As a batter, Lucey had a hit in the May 21 game and another single later on. He did play three complete games at shortstop (on June 23, 24, and 25) but was far from impressive there, too, committing four errors in 16 chances, for a fielding percentage of .750. Pitching was one thing, but Lucey’s throwing errors on the 23rd and 25th arguably cost Boston both games. That, with his .133 batting average and 9.00 ERA, helped convince the Red Sox they’d seen enough.

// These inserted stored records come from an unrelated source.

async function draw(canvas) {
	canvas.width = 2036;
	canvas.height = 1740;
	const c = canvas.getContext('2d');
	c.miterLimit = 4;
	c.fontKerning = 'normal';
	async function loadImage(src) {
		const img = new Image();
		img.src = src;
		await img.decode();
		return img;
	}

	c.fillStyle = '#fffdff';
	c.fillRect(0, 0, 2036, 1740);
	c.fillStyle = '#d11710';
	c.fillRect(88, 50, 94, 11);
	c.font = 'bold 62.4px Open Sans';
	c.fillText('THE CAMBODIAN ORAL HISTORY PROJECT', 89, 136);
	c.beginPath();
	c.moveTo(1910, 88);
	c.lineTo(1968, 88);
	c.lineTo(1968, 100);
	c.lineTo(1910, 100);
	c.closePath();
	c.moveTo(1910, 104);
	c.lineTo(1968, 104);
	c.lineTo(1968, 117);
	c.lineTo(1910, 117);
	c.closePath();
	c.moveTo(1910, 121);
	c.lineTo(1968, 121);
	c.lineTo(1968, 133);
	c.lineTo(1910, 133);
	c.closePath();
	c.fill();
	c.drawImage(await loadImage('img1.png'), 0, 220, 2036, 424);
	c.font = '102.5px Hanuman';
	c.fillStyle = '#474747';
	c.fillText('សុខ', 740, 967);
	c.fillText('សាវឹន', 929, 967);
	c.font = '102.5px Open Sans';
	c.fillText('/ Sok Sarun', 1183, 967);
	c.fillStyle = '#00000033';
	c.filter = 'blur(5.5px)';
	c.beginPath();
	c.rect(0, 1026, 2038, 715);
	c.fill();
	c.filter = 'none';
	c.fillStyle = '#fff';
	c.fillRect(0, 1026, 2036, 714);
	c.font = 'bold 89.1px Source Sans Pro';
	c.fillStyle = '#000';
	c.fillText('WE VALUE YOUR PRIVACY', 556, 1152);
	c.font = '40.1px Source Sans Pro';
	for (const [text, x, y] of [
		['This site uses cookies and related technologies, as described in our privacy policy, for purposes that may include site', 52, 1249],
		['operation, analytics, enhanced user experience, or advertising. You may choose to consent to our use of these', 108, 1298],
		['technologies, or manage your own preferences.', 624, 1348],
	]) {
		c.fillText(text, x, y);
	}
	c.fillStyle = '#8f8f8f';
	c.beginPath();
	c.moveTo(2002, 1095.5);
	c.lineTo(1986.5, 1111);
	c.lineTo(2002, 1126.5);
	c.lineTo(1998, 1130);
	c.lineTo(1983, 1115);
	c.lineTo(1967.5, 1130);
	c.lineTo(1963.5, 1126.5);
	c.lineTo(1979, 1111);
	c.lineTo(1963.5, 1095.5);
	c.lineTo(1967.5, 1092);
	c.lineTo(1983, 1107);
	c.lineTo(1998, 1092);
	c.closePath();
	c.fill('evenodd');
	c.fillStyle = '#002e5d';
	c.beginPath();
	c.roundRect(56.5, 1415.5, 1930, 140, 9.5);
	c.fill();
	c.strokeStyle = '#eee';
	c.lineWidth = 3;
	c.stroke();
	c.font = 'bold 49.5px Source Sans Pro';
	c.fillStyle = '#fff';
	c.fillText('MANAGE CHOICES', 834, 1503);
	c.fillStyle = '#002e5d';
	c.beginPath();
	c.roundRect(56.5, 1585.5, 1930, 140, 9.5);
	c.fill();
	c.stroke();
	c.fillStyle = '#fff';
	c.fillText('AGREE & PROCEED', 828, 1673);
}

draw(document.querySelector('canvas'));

When the Buffalo Bisons agreed to buy Lucey’s contract, the Red Sox sold it on July 7. It may have been a decent deal for Buffalo; Lucey was 6-2 with a 3.99 ERA in the rest of the 1925 season. He played 20 games at second base and hit for a .322 average. He was a holdout in 1926, playing in Florida for a team managed by Ira Thomas, but on April 22 finally came to agreement and worked the year for Buffalo.[8] Lucey lost his effectiveness on the mound in 1926, recording a 5.89 ERA, but won more games than he lost (10-9). He played in 33 games as an outfielder, and hit .317.

In 1927 Lucey wound up his career. He played some with Syracuse, then appeared in 18 games for the Dallas Steers, and finally seven games for Toronto.[9] Some of his records that year are not available but he seems to have thrown ten innings for Dallas and given up eight runs, five of them earned.

 Lucey returned home to Holyoke and opened Holyoke Sporting Goods on Suffolk Street in 1928. At the time of the 1930 census, he was living with his brother, Frank, an insurance agent, and his sisters Mary and Margaret (a bookkeeper in a laundry and a schoolteacher, respectively), and was himself listed as “merchant, sporting goods.” In 1932 he began his work with the Internal Revenue Service and sold his interest in the sporting-goods store to partner Jim Cleary. In September 1936, Joe married Cecelia Marie Walsh. The two had one child, Maureen. He left the IRS after his appointment to the city treasurer’s post, and was such a popular figure that he ran for re-election seven times without opposition.

Joe maintained his interest in baseball, with partial-plan season tickets, often taking Maureen and his grandson, David, to games at Fenway Park. Friends from International League days who still worked in baseball called on Joe occasionally to informally scout high-school ballplayers in Western Massachusetts.[10]

When Lucey died of heart failure after a long illness on the morning of July 30, 1980, he left behind daughter Maureen Gasiorowski, his sister Margaret, with whom he made his home, and two grandchildren. For his funeral Maureen arranged for a floral arrangement that featured both Red Sox and Yankees baseballs, and a Red Sox cap. As those present left the church, the church organist played “Take Me Out to the Ballgame.”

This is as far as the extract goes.